* Exercise objective *
The job is to output exactly the lines that run from the start of the entries through the line containing "position:relative; flex:1; overflow:hidden", pictures omitted.

* Recorded data *

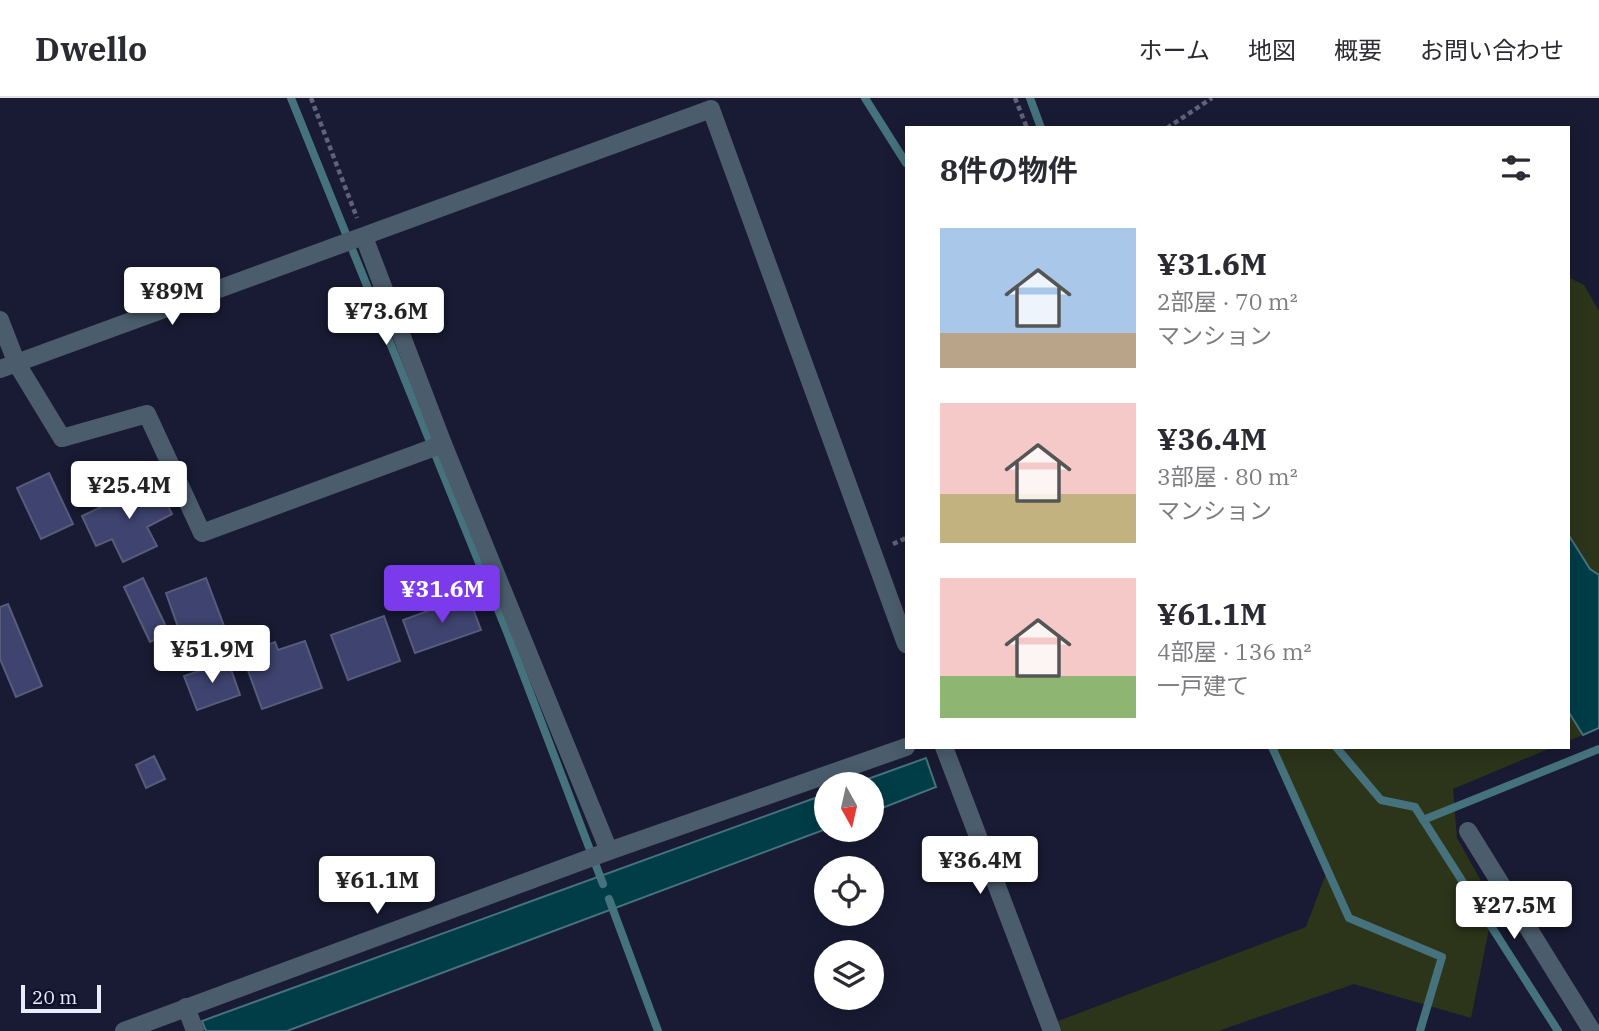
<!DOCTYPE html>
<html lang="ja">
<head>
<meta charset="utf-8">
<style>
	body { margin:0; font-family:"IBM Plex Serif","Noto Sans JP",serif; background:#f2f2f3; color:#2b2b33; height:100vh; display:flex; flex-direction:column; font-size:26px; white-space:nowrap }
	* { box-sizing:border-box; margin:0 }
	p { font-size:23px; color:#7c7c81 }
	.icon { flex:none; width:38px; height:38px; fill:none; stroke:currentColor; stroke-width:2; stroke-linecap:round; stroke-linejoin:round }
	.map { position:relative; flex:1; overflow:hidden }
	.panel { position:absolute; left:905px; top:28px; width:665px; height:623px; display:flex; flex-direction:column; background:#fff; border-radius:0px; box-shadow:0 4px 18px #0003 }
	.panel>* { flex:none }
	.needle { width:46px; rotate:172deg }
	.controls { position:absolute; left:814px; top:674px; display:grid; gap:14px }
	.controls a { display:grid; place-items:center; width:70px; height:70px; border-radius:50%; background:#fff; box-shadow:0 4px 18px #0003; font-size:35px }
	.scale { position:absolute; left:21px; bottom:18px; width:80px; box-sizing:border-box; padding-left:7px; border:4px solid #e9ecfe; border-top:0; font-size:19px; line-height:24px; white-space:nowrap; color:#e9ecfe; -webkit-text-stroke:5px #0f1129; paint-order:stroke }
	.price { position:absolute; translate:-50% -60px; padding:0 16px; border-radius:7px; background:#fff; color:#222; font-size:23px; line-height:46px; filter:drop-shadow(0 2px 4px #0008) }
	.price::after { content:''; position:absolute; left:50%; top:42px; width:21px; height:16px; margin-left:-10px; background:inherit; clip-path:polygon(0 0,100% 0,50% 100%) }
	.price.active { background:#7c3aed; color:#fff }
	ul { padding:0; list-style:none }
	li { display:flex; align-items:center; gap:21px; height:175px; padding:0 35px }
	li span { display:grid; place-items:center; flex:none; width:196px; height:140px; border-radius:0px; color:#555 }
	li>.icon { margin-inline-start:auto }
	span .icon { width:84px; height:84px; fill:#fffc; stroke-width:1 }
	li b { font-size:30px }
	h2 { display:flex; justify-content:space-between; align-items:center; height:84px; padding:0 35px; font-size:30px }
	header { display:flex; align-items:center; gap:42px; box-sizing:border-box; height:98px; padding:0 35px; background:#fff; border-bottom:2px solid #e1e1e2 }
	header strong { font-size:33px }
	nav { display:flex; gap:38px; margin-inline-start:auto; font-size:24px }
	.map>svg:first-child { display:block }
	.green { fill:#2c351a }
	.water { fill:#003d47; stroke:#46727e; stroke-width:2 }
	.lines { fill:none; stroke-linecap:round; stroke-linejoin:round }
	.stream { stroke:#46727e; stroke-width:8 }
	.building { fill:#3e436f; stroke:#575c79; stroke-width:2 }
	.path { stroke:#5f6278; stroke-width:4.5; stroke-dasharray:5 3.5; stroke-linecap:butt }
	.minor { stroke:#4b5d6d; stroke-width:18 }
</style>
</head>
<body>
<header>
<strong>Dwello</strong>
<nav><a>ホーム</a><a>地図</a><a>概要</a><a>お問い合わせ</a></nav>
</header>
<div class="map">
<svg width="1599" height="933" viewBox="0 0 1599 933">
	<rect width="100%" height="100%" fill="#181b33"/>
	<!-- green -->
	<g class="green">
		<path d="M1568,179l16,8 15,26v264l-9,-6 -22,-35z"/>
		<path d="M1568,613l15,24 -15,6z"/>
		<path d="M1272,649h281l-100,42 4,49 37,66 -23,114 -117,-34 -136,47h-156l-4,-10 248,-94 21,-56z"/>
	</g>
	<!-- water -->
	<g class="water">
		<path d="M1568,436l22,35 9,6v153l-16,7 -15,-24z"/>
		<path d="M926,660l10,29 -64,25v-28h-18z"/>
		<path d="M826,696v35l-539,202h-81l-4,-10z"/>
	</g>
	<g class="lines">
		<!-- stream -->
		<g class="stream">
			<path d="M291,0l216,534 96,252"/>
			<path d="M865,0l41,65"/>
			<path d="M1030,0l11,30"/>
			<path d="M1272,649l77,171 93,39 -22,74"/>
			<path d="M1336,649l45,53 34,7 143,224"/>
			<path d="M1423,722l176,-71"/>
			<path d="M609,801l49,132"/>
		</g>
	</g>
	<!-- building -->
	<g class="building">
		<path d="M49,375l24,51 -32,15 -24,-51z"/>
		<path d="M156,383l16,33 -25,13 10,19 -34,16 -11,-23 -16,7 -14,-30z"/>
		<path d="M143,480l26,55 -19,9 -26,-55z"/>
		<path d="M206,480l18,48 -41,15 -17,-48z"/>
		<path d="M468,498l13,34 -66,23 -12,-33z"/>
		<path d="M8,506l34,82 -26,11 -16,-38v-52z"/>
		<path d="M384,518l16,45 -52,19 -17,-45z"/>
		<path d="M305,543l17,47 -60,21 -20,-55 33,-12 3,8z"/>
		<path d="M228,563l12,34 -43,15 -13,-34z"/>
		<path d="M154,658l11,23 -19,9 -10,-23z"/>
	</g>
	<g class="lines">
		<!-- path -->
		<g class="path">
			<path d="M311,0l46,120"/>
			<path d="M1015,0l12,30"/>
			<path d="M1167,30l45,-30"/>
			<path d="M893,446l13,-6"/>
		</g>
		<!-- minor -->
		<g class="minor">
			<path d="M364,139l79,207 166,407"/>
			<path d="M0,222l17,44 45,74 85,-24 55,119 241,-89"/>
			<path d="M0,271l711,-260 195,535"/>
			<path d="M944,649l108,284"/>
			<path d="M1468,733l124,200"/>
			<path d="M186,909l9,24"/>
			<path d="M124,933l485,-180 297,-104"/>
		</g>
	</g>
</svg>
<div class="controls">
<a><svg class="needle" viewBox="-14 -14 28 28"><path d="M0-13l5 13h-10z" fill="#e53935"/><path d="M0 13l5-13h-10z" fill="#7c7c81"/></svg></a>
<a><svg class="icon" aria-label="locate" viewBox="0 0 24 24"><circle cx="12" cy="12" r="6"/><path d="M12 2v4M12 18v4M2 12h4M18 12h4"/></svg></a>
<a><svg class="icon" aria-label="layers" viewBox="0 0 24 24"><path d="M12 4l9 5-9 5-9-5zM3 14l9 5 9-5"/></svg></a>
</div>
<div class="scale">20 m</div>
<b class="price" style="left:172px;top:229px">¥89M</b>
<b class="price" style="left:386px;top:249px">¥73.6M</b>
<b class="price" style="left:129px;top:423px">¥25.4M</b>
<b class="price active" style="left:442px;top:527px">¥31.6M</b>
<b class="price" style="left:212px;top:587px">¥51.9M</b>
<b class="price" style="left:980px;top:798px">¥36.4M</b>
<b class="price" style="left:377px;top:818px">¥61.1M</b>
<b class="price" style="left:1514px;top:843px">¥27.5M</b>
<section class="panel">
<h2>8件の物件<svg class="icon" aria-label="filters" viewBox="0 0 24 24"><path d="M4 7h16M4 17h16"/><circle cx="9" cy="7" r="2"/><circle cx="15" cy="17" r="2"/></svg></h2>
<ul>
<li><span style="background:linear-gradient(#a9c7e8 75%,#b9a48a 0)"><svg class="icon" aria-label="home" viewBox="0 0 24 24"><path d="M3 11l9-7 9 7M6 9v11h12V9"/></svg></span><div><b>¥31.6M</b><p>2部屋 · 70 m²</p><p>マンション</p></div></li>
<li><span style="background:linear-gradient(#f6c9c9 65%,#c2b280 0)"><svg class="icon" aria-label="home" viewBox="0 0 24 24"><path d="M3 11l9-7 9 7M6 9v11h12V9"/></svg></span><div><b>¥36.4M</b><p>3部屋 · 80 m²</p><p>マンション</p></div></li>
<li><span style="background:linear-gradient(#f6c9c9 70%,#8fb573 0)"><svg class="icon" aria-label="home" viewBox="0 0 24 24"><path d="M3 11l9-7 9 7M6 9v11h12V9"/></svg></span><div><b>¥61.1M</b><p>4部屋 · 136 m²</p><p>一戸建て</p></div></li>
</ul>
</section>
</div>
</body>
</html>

* Result for this task *
<!DOCTYPE html>
<html lang="ja">
<head>
<meta charset="utf-8">
<style>
	body { margin:0; font-family:"IBM Plex Serif","Noto Sans JP",serif; background:#f2f2f3; color:#2b2b33; height:100vh; display:flex; flex-direction:column; font-size:26px; white-space:nowrap }
	* { box-sizing:border-box; margin:0 }
	p { font-size:23px; color:#7c7c81 }
	.icon { flex:none; width:38px; height:38px; fill:none; stroke:currentColor; stroke-width:2; stroke-linecap:round; stroke-linejoin:round }
	.map { position:relative; flex:1; overflow:hidden }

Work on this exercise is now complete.